Top of EXERCISE DATA

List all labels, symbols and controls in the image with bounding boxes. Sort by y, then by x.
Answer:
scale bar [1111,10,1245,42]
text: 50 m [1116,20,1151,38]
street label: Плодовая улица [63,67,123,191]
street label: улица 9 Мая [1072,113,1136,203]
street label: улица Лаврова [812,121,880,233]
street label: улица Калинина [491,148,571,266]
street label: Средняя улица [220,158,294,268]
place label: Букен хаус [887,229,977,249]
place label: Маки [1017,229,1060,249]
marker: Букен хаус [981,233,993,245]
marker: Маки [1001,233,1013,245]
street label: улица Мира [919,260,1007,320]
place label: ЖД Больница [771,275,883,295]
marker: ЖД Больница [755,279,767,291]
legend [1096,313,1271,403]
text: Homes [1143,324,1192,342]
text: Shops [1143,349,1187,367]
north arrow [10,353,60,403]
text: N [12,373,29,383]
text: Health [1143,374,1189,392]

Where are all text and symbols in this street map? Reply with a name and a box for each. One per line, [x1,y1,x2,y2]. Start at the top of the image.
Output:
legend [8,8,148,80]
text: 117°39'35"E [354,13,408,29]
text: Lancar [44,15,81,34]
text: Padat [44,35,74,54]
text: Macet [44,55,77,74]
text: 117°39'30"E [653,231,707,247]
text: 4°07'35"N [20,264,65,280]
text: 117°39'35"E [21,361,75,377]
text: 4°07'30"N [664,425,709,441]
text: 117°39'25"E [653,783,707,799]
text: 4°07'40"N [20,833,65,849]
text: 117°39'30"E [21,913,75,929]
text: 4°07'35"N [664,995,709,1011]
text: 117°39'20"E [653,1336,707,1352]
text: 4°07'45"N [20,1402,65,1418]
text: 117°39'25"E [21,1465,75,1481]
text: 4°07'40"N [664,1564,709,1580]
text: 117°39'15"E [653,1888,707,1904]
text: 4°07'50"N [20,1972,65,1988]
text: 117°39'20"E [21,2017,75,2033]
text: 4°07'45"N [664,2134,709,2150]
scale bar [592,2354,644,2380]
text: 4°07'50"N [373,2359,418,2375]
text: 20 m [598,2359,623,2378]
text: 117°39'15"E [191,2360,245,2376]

Bottom of EXERCISE DATA
Top of EXERCISE DATA

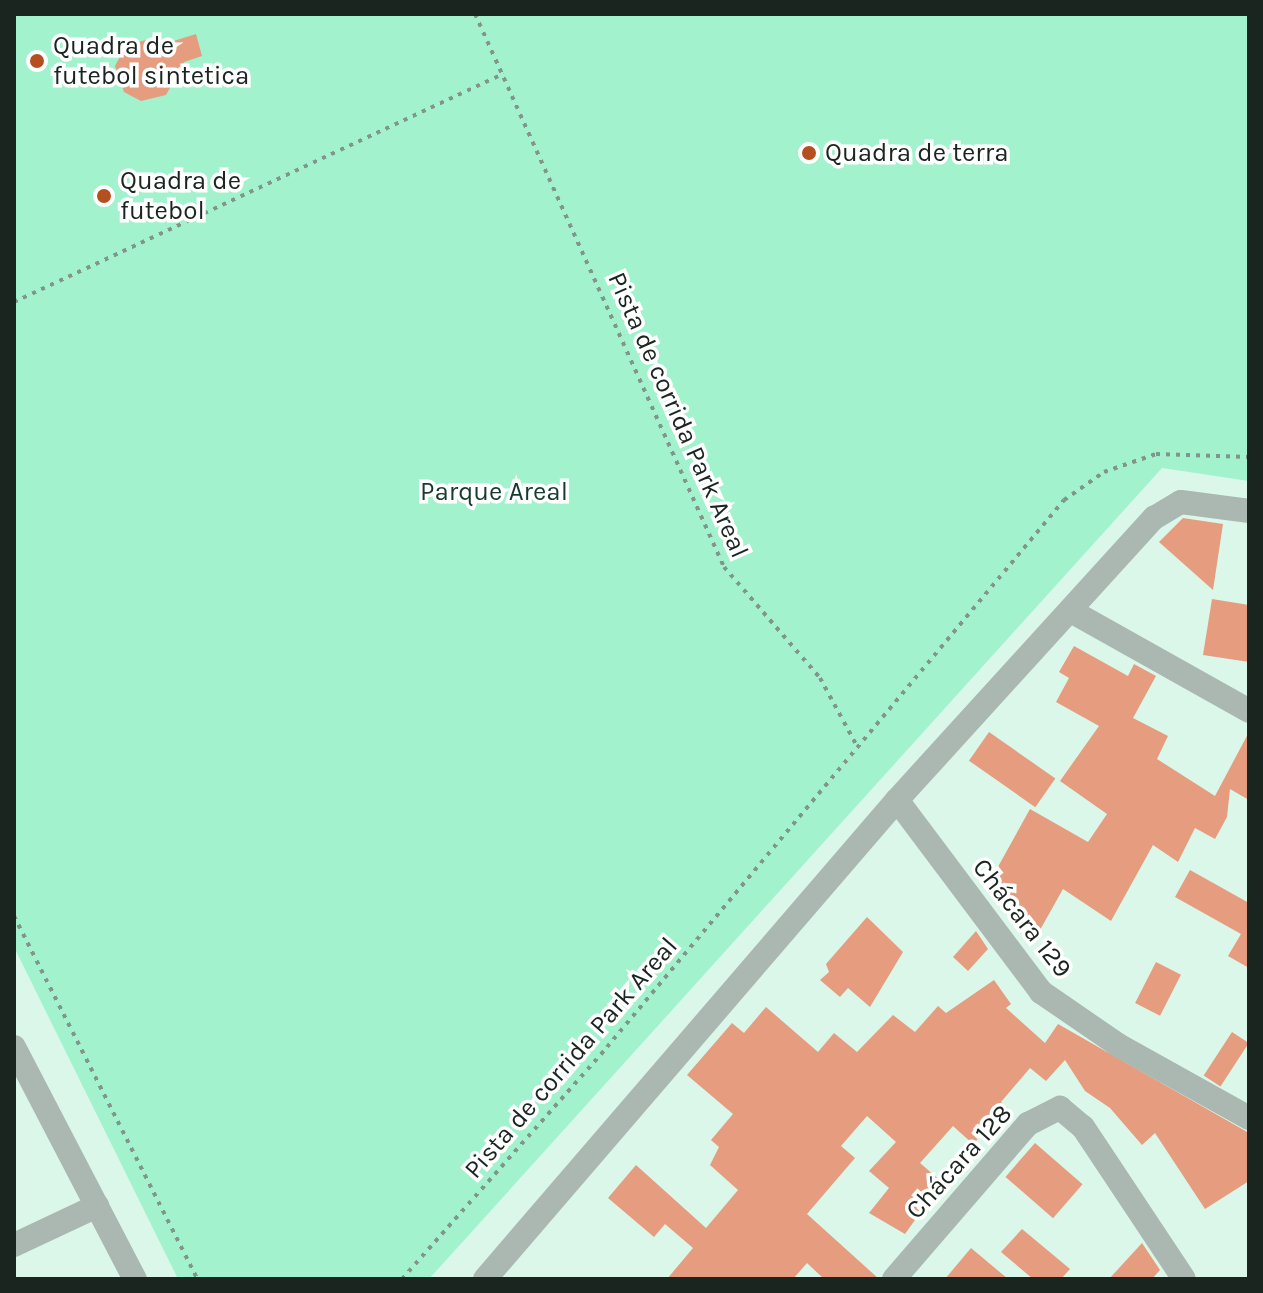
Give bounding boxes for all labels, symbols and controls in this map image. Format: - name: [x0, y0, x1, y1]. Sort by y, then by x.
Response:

Bottom of EXERCISE DATA

Lines holding the string "image": find them in the listing above and copy each one.

List all labels, symbols and controls in the image with bounding boxes. Sort by y, then by x.
Where are all text and symbols in this street map? Reply with a name and a box for each. One per line, [x1,y1,x2,y2]. Start at the top of the image.
Give bounding boxes for all labels, symbols and controls in this map image. Format: - name: [x0, y0, x1, y1]. Sort by y, then by x.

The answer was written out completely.